## EXERCISE OBJECTIVE
Using the entries that follow, count the lines containing the word "image" and give that number by itself.

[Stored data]

=====

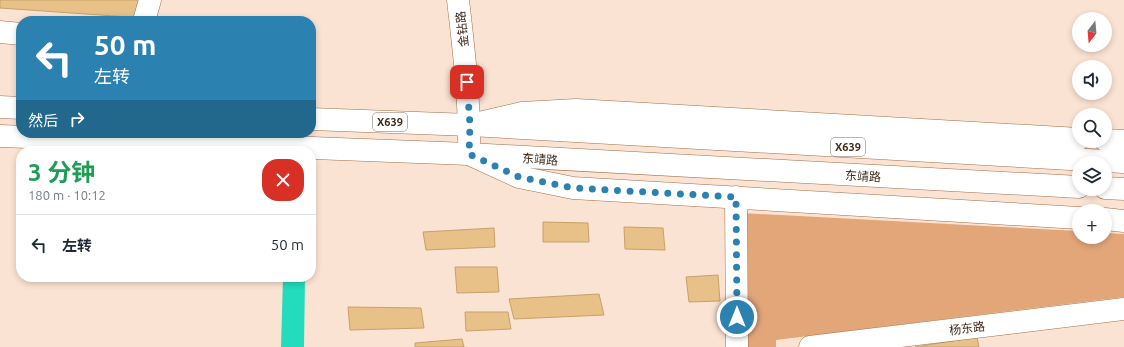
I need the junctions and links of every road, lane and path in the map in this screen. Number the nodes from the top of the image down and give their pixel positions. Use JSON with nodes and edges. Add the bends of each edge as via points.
{"nodes":[{"id":1,"x":150,"y":0,"type":"edge"},
{"id":2,"x":458,"y":0,"type":"edge"},
{"id":3,"x":145,"y":16,"type":"edge"},
{"id":4,"x":0,"y":32,"type":"edge"},
{"id":5,"x":16,"y":34,"type":"edge"},
{"id":6,"x":0,"y":107,"type":"edge"},
{"id":7,"x":16,"y":108,"type":"edge"},
{"id":8,"x":316,"y":119,"type":"edge"},
{"id":9,"x":470,"y":125,"type":"junction"},
{"id":10,"x":0,"y":136,"type":"edge"},
{"id":11,"x":16,"y":137,"type":"edge"},
{"id":12,"x":52,"y":138,"type":"edge"},
{"id":13,"x":1072,"y":139,"type":"edge"},
{"id":14,"x":1112,"y":141,"type":"edge"},
{"id":15,"x":1124,"y":142,"type":"edge"},
{"id":16,"x":261,"y":146,"type":"edge"},
{"id":17,"x":316,"y":148,"type":"edge"},
{"id":18,"x":469,"y":154,"type":"junction"},
{"id":19,"x":1124,"y":162,"type":"edge"},
{"id":20,"x":1072,"y":187,"type":"edge"},
{"id":21,"x":1112,"y":188,"type":"edge"},
{"id":22,"x":1124,"y":189,"type":"edge"},
{"id":23,"x":736,"y":197,"type":"junction"},
{"id":24,"x":1072,"y":218,"type":"edge"},
{"id":25,"x":1112,"y":220,"type":"edge"},
{"id":26,"x":1124,"y":221,"type":"edge"},
{"id":27,"x":1124,"y":309,"type":"edge"},
{"id":28,"x":737,"y":347,"type":"edge"},
{"id":29,"x":810,"y":347,"type":"edge"}],
"edges":[{"from":1,"to":3,"type":"main road"},
{"from":2,"to":9,"type":"main road","name":"金钻路"},
{"from":4,"to":5,"type":"main road"},
{"from":6,"to":7,"type":"main road"},
{"from":8,"to":9,"type":"main road","number":"X639"},
{"from":9,"to":13,"type":"main road","via":[[522,113],[576,110]]},
{"from":9,"to":18,"type":"main road","name":"金钻路"},
{"from":9,"to":19,"type":"main road","number":"X639"},
{"from":10,"to":11,"type":"main road","name":"东靖路"},
{"from":12,"to":16,"type":"main road","name":"东靖路"},
{"from":14,"to":15,"type":"main road"},
{"from":17,"to":18,"type":"main road","name":"东靖路"},
{"from":18,"to":20,"type":"main road","name":"东靖路"},
{"from":18,"to":23,"type":"main road","via":[[519,177],[573,188]]},
{"from":21,"to":22,"type":"main road"},
{"from":23,"to":24,"type":"main road"},
{"from":23,"to":28,"type":"main road"},
{"from":25,"to":26,"type":"main road"},
{"from":27,"to":29,"type":"main road","name":"杨东路"}]}
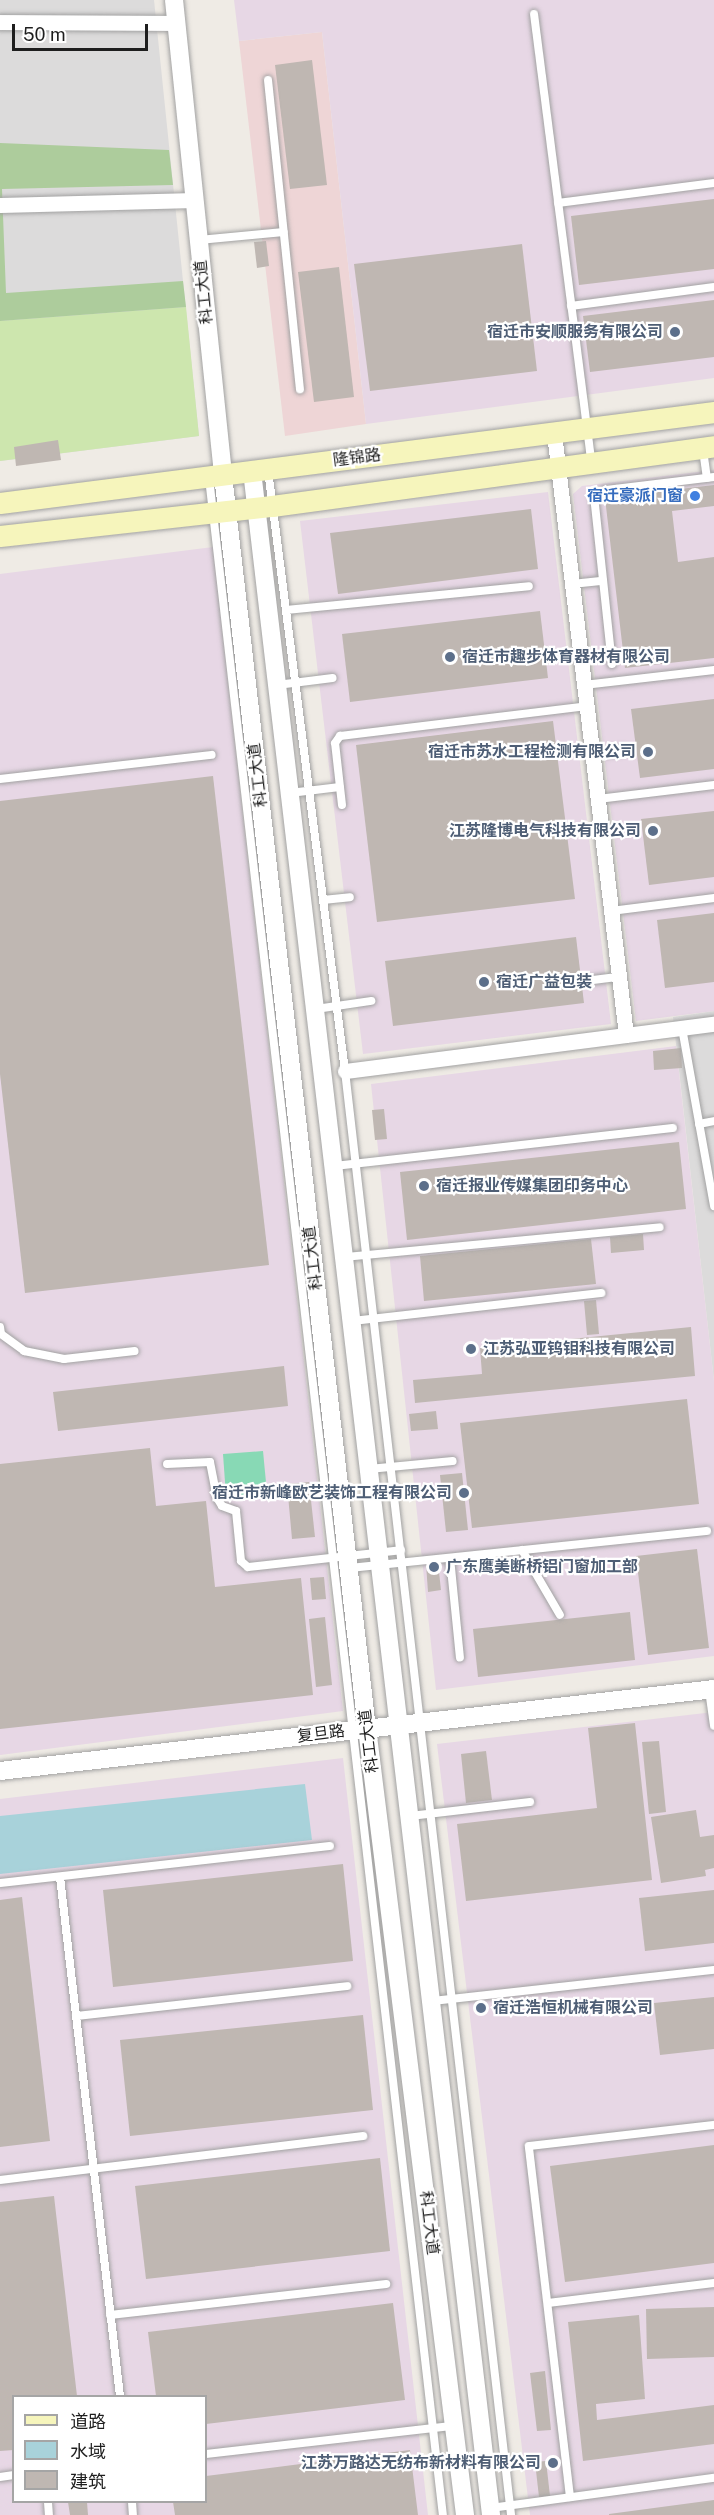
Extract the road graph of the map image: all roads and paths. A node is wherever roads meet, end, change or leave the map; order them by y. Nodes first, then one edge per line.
1 (174, 0) edge
2 (534, 14) dead end
3 (0, 22) edge
4 (177, 23) junction
5 (268, 80) dead end
6 (714, 183) edge
7 (195, 200) junction
8 (558, 203) junction
9 (0, 205) edge
10 (284, 232) junction
11 (199, 240) junction
12 (714, 287) edge
13 (571, 306) junction
14 (300, 389) dead end
15 (714, 412) edge
16 (587, 429) junction
17 (554, 433) junction
18 (708, 447) edge
19 (591, 462) junction
20 (558, 467) junction
21 (260, 470) junction
22 (216, 476) junction
23 (710, 478) edge
24 (0, 503) edge
25 (264, 507) junction
26 (220, 512) junction
27 (0, 536) edge
28 (603, 581) junction
29 (572, 584) junction
30 (529, 586) dead end
31 (286, 610) junction
32 (612, 664) dead end
33 (714, 670) edge
34 (333, 678) dead end
35 (286, 684) junction
36 (584, 685) junction
37 (587, 706) junction
38 (624, 750) dead end
39 (212, 755) dead end
40 (592, 755) junction
41 (0, 780) edge
42 (714, 785) edge
43 (340, 787) junction
44 (309, 790) junction
45 (290, 793) junction
46 (598, 799) junction
47 (342, 805) dead end
48 (350, 897) dead end
49 (714, 898) edge
50 (323, 900) junction
51 (611, 911) junction
52 (619, 977) junction
53 (593, 980) dead end
54 (371, 1001) dead end
55 (337, 1006) junction
56 (316, 1009) junction
57 (714, 1024) edge
58 (682, 1028) junction
59 (626, 1035) junction
60 (345, 1071) junction
61 (714, 1121) edge
62 (699, 1124) junction
63 (673, 1128) dead end
64 (356, 1163) junction
65 (334, 1166) junction
66 (714, 1206) edge
67 (660, 1227) dead end
68 (367, 1255) junction
69 (345, 1257) junction
70 (601, 1293) dead end
71 (374, 1318) junction
72 (352, 1321) junction
73 (0, 1332) edge
74 (135, 1351) dead end
75 (453, 1461) dead end
76 (167, 1464) dead end
77 (391, 1467) junction
78 (369, 1470) junction
79 (707, 1531) dead end
80 (401, 1550) junction
81 (522, 1550) junction
82 (450, 1558) junction
83 (380, 1559) junction
84 (343, 1561) junction
85 (402, 1563) junction
86 (560, 1615) dead end
87 (460, 1658) dead end
88 (711, 1690) edge
89 (421, 1723) junction
90 (400, 1725) junction
91 (714, 1726) edge
92 (360, 1730) junction
93 (0, 1772) edge
94 (530, 1802) dead end
95 (430, 1814) junction
96 (410, 1816) junction
97 (330, 1846) dead end
98 (60, 1877) junction
99 (0, 1883) edge
100 (714, 1970) edge
101 (347, 1986) dead end
102 (441, 2000) junction
103 (76, 2016) junction
104 (714, 2125) edge
105 (363, 2136) dead end
106 (93, 2169) junction
107 (0, 2180) edge
108 (714, 2283) edge
109 (386, 2284) dead end
110 (548, 2303) junction
111 (110, 2315) junction
112 (120, 2395) edge
113 (454, 2426) junction
114 (433, 2428) junction
115 (207, 2454) edge
116 (714, 2478) edge
117 (570, 2498) junction
118 (510, 2506) junction
119 (491, 2512) edge
120 (443, 2515) edge
121 (465, 2515) edge
122 (511, 2515) edge

1 - 4 street, 科工大道
2 - 8 lane
3 - 4 street
4 - 7 street, 科工大道
5 - 10 lane
6 - 8 lane
7 - 9 street
7 - 11 street, 科工大道
8 - 13 lane
10 - 11 lane
10 - 14 lane
11 - 22 street, 科工大道
12 - 13 lane
13 - 16 lane
15 - 16 main road, 隆锦路
16 - 17 main road, 隆锦路
16 - 19 lane
17 - 20 street
17 - 21 main road, 隆锦路
18 - 19 main road
18 - 23 lane
19 - 20 main road
20 - 25 main road
20 - 29 street
21 - 22 main road, 隆锦路
21 - 25 street, 科工大道
22 - 24 main road, 隆锦路
22 - 26 street, 科工大道
23 - 28 lane
25 - 26 main road
25 - 31 lane
25 - 35 street, 科工大道
26 - 27 main road
26 - 84 street, 科工大道
28 - 29 lane
28 - 32 lane
29 - 36 street
30 - 31 lane
31 - 35 lane
33 - 36 lane
34 - 35 lane
35 - 44 lane
35 - 45 street, 科工大道
36 - 37 street
37 - 40 street
37 - 43 lane
38 - 40 lane
39 - 41 lane
40 - 46 street
42 - 46 lane
43 - 44 lane
43 - 47 lane
44 - 45 lane
44 - 50 lane
45 - 56 street, 科工大道
46 - 51 street
48 - 50 lane
49 - 51 lane
50 - 55 lane
51 - 52 street
52 - 53 lane
52 - 59 street
54 - 55 lane
55 - 56 lane
55 - 60 lane
56 - 65 street, 科工大道
57 - 58 street
58 - 59 street
58 - 62 lane
59 - 60 street
60 - 64 lane
61 - 62 lane
62 - 66 lane
63 - 64 lane
64 - 65 lane
64 - 68 lane
65 - 69 street, 科工大道
67 - 68 lane
68 - 69 lane
68 - 71 lane
69 - 72 street, 科工大道
70 - 71 lane
71 - 72 lane
71 - 77 lane
72 - 78 street, 科工大道
73 - 74 lane
75 - 77 lane
76 - 84 lane
77 - 78 lane
77 - 80 lane
78 - 83 street, 科工大道
79 - 81 lane
80 - 83 lane
80 - 85 lane
81 - 82 lane
81 - 86 lane
82 - 85 lane
82 - 87 lane
83 - 84 lane
83 - 85 lane
83 - 90 street, 科工大道
84 - 92 street, 科工大道
85 - 89 lane
88 - 89 street, 复旦路
88 - 91 lane
89 - 90 street, 复旦路
89 - 95 lane
90 - 92 street, 复旦路
90 - 96 street, 科工大道
92 - 93 street, 复旦路
92 - 113 street, 科工大道
92 - 114 lane
94 - 95 lane
95 - 96 lane
95 - 102 lane
96 - 102 street, 科工大道
97 - 98 lane
98 - 99 lane
98 - 103 lane
100 - 102 lane
101 - 103 lane
102 - 118 lane
102 - 119 street, 科工大道
103 - 106 lane
104 - 110 lane
105 - 106 lane
106 - 107 lane
106 - 111 lane
108 - 110 lane
109 - 111 lane
110 - 117 lane
111 - 112 lane
113 - 114 lane
113 - 121 street, 科工大道
114 - 115 lane
114 - 120 lane
116 - 117 lane
117 - 118 lane
118 - 119 lane
118 - 122 lane

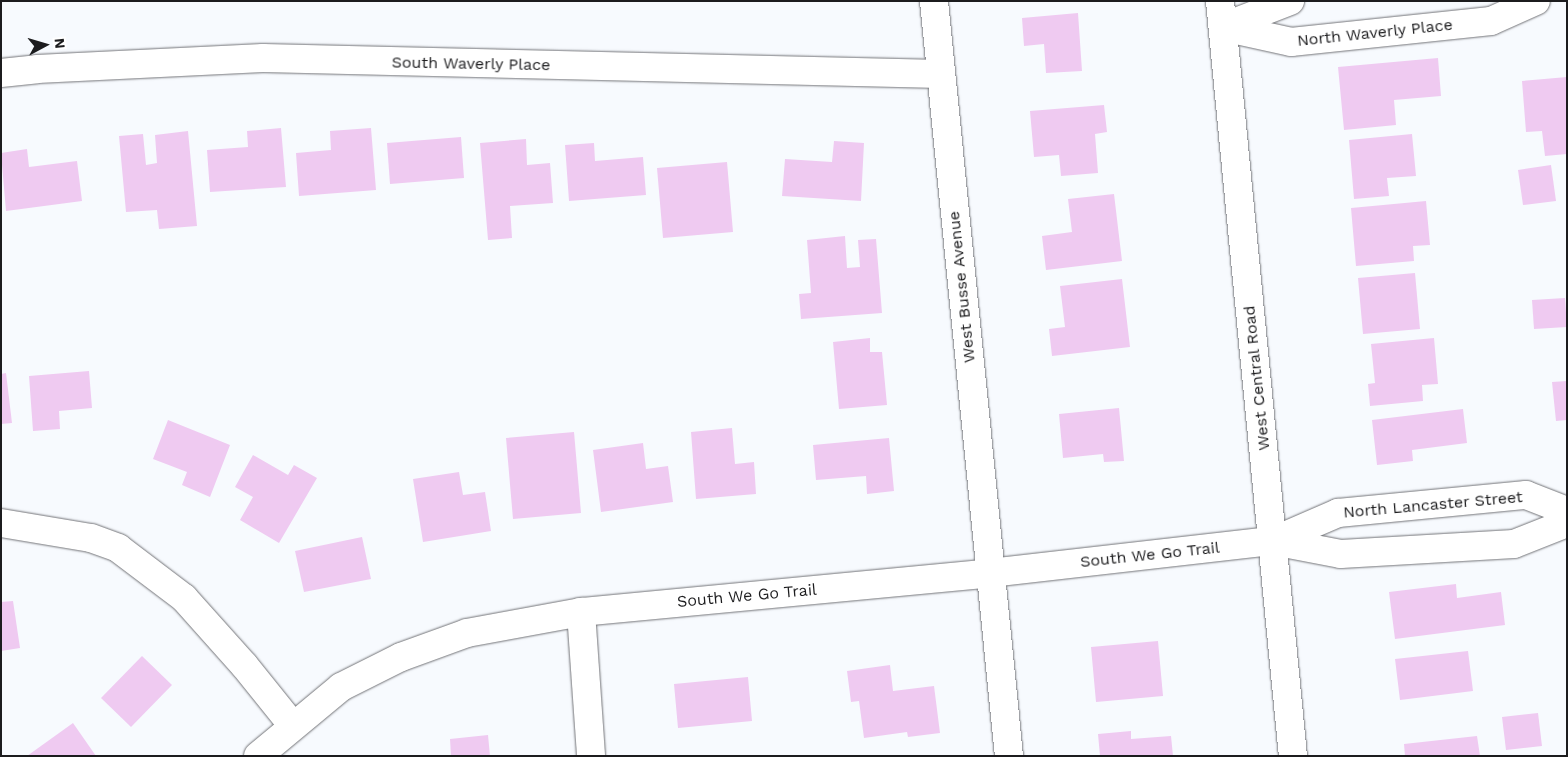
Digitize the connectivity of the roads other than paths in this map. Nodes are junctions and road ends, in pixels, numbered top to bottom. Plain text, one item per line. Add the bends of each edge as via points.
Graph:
1 (934, 1) edge
2 (1290, 1) edge
3 (1536, 1) edge
4 (1221, 14) edge
5 (1, 73) edge
6 (941, 74) junction
7 (1567, 511) edge
8 (1, 523) edge
9 (1567, 523) edge
10 (1273, 541) junction
11 (990, 573) junction
12 (581, 612) junction
13 (293, 726) junction
14 (258, 756) edge
15 (591, 756) edge
16 (1009, 756) edge
17 (1293, 756) edge

1 - 6 street, West Busse Avenue
2 - 4 street
3 - 4 street, North Waverly Place via 1491,21 1291,42
4 - 10 street, West Central Road
5 - 6 street, South Waverly Place via 263,58
6 - 11 street, West Busse Avenue
7 - 10 street, North Lancaster Street via 1526,495 1338,513
8 - 13 street via 91,538 118,548 184,598
9 - 10 street via 1514,544 1341,554
10 - 11 street, South We Go Trail
10 - 17 street, West Central Road
11 - 12 street, South We Go Trail
11 - 16 street, West Busse Avenue
12 - 13 street, South We Go Trail via 467,633 401,657 341,687
12 - 15 street
13 - 14 street, South We Go Trail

=====

## RESULT OF THE EXERCISE
2